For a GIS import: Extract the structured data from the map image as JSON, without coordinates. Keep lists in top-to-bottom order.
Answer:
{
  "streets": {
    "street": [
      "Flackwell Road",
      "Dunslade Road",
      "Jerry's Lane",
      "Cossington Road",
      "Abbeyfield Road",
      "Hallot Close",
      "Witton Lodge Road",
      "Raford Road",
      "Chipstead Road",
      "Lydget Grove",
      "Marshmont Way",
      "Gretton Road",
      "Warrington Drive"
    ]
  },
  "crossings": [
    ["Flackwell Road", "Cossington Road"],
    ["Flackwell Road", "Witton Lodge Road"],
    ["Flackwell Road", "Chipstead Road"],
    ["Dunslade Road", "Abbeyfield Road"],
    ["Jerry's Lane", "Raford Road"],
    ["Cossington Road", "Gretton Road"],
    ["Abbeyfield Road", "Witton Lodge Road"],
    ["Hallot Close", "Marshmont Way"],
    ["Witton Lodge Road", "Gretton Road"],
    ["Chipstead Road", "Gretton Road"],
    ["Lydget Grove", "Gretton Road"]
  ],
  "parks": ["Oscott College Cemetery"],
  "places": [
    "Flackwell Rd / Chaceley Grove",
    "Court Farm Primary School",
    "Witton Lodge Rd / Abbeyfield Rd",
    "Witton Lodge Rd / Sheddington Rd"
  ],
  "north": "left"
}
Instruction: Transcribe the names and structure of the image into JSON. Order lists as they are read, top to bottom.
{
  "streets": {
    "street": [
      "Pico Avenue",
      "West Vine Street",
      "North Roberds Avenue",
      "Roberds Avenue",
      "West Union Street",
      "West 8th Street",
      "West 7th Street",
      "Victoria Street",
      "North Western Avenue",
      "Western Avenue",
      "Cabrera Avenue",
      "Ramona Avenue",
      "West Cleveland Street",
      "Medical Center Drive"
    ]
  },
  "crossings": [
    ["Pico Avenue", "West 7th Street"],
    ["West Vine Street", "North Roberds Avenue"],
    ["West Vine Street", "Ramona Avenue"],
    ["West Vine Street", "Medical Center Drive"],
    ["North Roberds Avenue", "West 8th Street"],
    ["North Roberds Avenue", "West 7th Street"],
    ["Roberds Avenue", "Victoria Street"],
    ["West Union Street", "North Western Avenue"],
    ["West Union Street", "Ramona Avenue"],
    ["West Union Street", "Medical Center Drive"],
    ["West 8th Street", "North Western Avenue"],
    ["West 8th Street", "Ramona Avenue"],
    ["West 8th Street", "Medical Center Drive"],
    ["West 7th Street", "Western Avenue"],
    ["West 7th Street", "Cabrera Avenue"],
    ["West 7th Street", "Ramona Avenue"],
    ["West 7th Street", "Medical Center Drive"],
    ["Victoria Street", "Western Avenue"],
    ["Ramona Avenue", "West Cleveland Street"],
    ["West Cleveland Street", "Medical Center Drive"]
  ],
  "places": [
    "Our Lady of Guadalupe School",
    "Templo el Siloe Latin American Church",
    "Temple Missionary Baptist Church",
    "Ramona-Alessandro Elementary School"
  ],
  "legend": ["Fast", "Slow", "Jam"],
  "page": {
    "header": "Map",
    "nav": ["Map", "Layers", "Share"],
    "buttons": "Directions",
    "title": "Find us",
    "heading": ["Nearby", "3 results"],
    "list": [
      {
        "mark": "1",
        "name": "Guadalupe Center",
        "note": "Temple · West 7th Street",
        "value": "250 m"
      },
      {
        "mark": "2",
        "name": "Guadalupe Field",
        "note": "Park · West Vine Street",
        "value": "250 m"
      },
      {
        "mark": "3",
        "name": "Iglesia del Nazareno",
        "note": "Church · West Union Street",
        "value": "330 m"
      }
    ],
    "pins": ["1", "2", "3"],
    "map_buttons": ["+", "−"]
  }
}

What to do => Say how many lines in the entries contain the string "bottom". Nothing else belongs in the reply.

Expected answer => 2